▶ [Requirement]
Retype the data exactly, from its first line to the line containing "Which roads connect where in this", including both, and skip any picture.

Stored dataset items:
:::::
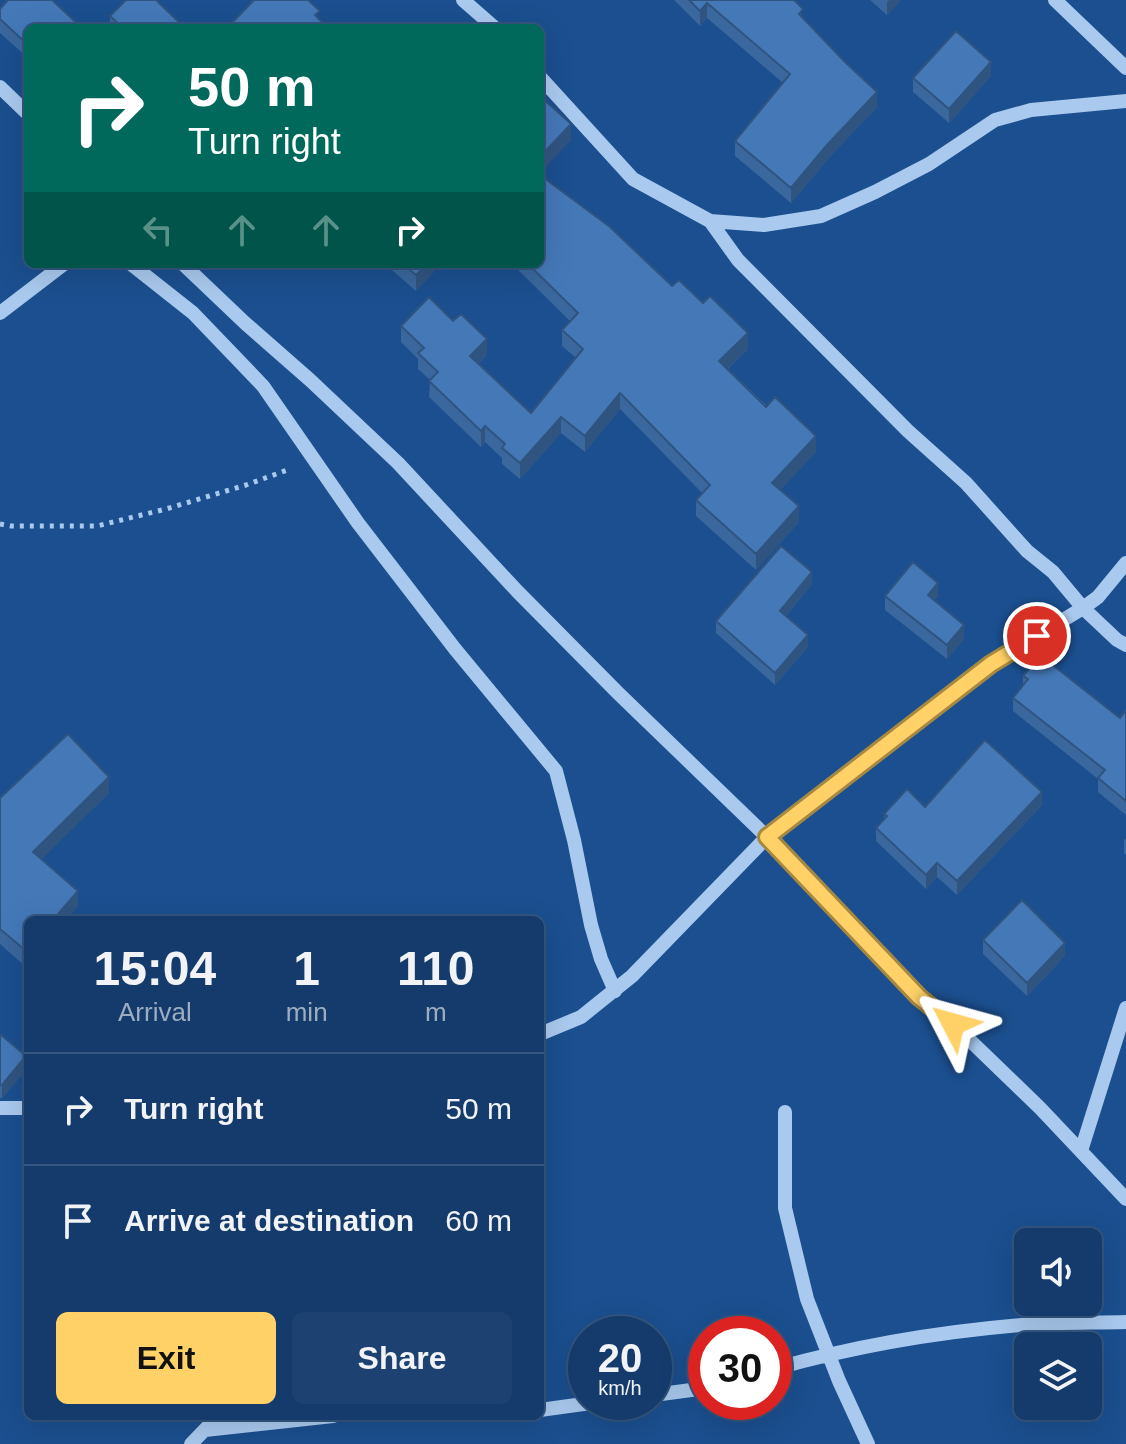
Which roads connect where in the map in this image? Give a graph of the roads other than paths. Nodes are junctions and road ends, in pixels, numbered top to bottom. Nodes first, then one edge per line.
1 (463, 0) edge
2 (1055, 0) edge
3 (490, 24) edge
4 (1126, 68) edge
5 (544, 81) edge
6 (0, 87) edge
7 (1126, 101) edge
8 (24, 110) edge
9 (710, 221) junction
10 (59, 268) edge
11 (136, 268) edge
12 (187, 268) edge
13 (0, 313) edge
14 (1126, 563) edge
15 (1083, 608) junction
16 (1126, 645) edge
17 (767, 837) junction
18 (615, 991) junction
19 (1126, 1008) edge
20 (544, 1032) edge
21 (0, 1108) edge
22 (24, 1108) edge
23 (785, 1112) dead end
24 (1081, 1151) junction
25 (1126, 1199) edge
26 (1126, 1322) edge
27 (828, 1354) junction
28 (792, 1364) edge
29 (568, 1406) edge
30 (544, 1409) edge
31 (214, 1420) edge
32 (296, 1420) edge
33 (205, 1430) junction
34 (191, 1444) edge
35 (868, 1444) edge

1 - 3 street
2 - 4 street
5 - 9 street
6 - 8 street
7 - 9 street
9 - 15 street
10 - 13 street
11 - 18 street
12 - 17 street
14 - 15 street
15 - 16 street
15 - 17 street
17 - 18 street
17 - 24 street
18 - 20 street
19 - 24 street
21 - 22 street
23 - 27 street
24 - 25 street
26 - 27 street
27 - 28 street
27 - 35 street
29 - 30 street
31 - 33 street
32 - 33 street
33 - 34 street

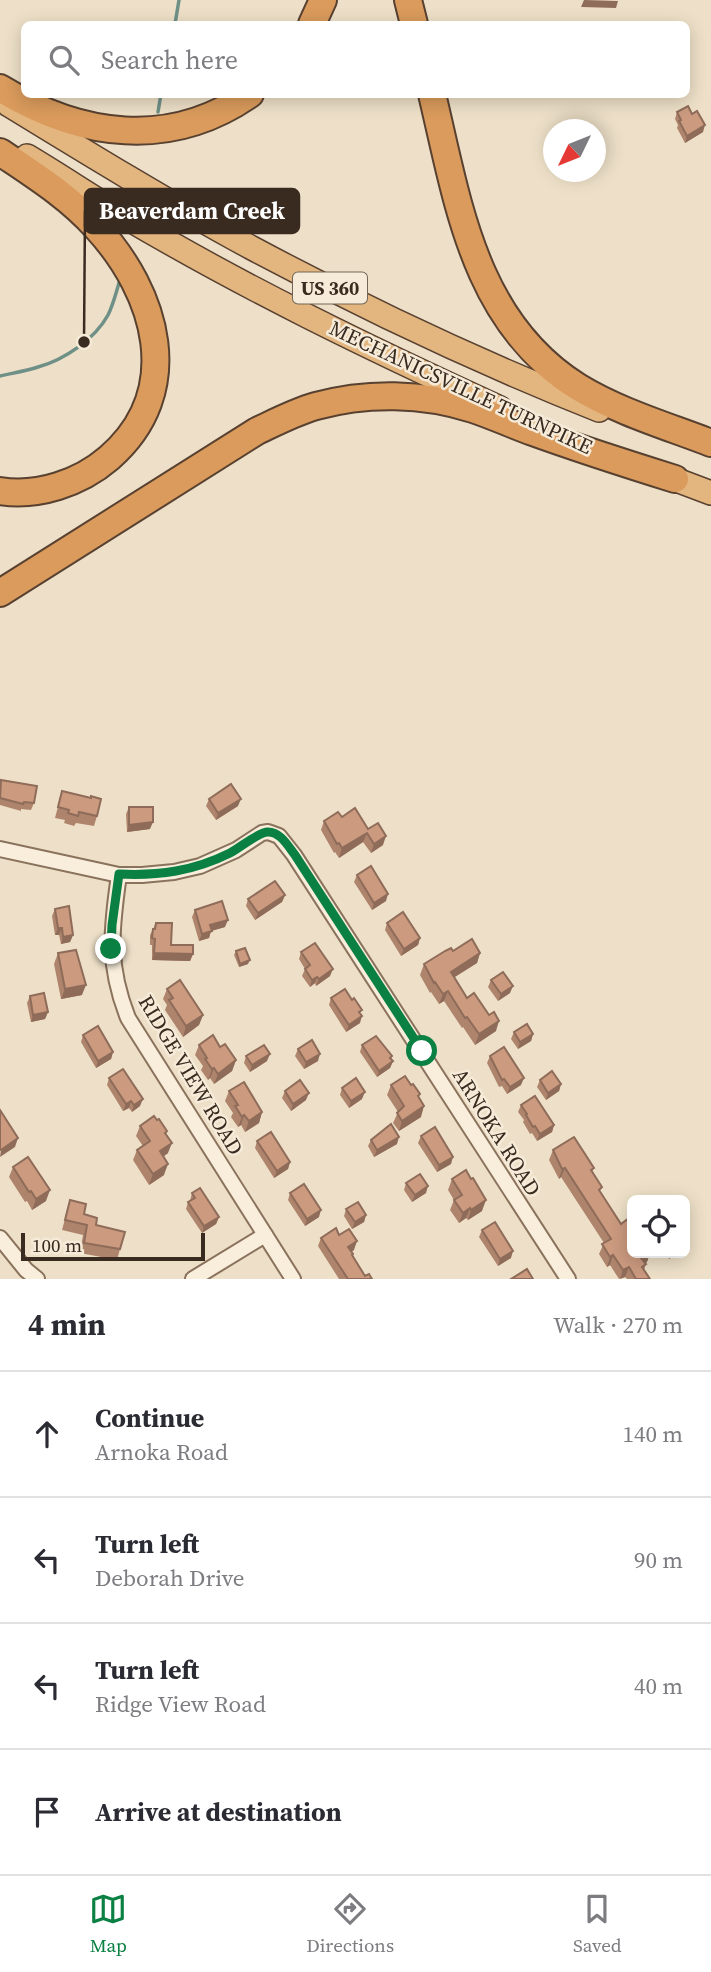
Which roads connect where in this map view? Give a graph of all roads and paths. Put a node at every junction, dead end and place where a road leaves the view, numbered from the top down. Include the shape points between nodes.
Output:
1 (323, 0) edge
2 (408, 0) edge
3 (313, 21) edge
4 (413, 21) edge
5 (0, 88) edge
6 (243, 98) edge
7 (433, 98) edge
8 (0, 100) edge
9 (0, 140) edge
10 (0, 152) edge
11 (711, 443) edge
12 (711, 453) edge
13 (675, 479) junction
14 (0, 491) edge
15 (711, 493) edge
16 (0, 593) edge
17 (0, 849) edge
18 (119, 874) junction
19 (265, 1235) junction
20 (0, 1238) edge
21 (37, 1279) edge
22 (193, 1279) edge
23 (293, 1279) edge
24 (568, 1279) edge

1 - 3 highway
2 - 4 highway
5 - 6 highway via 60,118 131,132 188,124
7 - 11 highway via 469,241 481,272 514,328 550,366 580,388
8 - 12 highway, MECHANICSVILLE TURNPIKE / US 360 via 310,279 436,340
9 - 13 highway, MECHANICSVILLE TURNPIKE / US 360 via 178,247 363,344 500,408
10 - 14 highway via 58,191 113,245 139,290 156,348 148,402 117,451 86,475 67,483 27,492
13 - 15 highway, MECHANICSVILLE TURNPIKE / US 360
13 - 16 highway via 449,402 390,396 340,400 257,431
17 - 18 street
18 - 19 street, RIDGE VIEW ROAD via 111,949 114,976 128,1018
18 - 24 street, ARNOKA ROAD via 200,866 262,833 279,835
19 - 22 street
19 - 23 street, RIDGE VIEW ROAD
20 - 21 street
:::::
▶ [Completed task]
Which roads connect where in the map in this image? Give a graph of the roads other than paths. Nodes are junctions and road ends, in pixels, numbered top to bottom. Nodes first, then one edge per line.
1 (463, 0) edge
2 (1055, 0) edge
3 (490, 24) edge
4 (1126, 68) edge
5 (544, 81) edge
6 (0, 87) edge
7 (1126, 101) edge
8 (24, 110) edge
9 (710, 221) junction
10 (59, 268) edge
11 (136, 268) edge
12 (187, 268) edge
13 (0, 313) edge
14 (1126, 563) edge
15 (1083, 608) junction
16 (1126, 645) edge
17 (767, 837) junction
18 (615, 991) junction
19 (1126, 1008) edge
20 (544, 1032) edge
21 (0, 1108) edge
22 (24, 1108) edge
23 (785, 1112) dead end
24 (1081, 1151) junction
25 (1126, 1199) edge
26 (1126, 1322) edge
27 (828, 1354) junction
28 (792, 1364) edge
29 (568, 1406) edge
30 (544, 1409) edge
31 (214, 1420) edge
32 (296, 1420) edge
33 (205, 1430) junction
34 (191, 1444) edge
35 (868, 1444) edge

1 - 3 street
2 - 4 street
5 - 9 street
6 - 8 street
7 - 9 street
9 - 15 street
10 - 13 street
11 - 18 street
12 - 17 street
14 - 15 street
15 - 16 street
15 - 17 street
17 - 18 street
17 - 24 street
18 - 20 street
19 - 24 street
21 - 22 street
23 - 27 street
24 - 25 street
26 - 27 street
27 - 28 street
27 - 35 street
29 - 30 street
31 - 33 street
32 - 33 street
33 - 34 street

Which roads connect where in this map view? Give a graph of all roads and paths. Put a node at every junction, dead end and place where a road leaves the view, numbered from the top down. Include the shape points between nodes.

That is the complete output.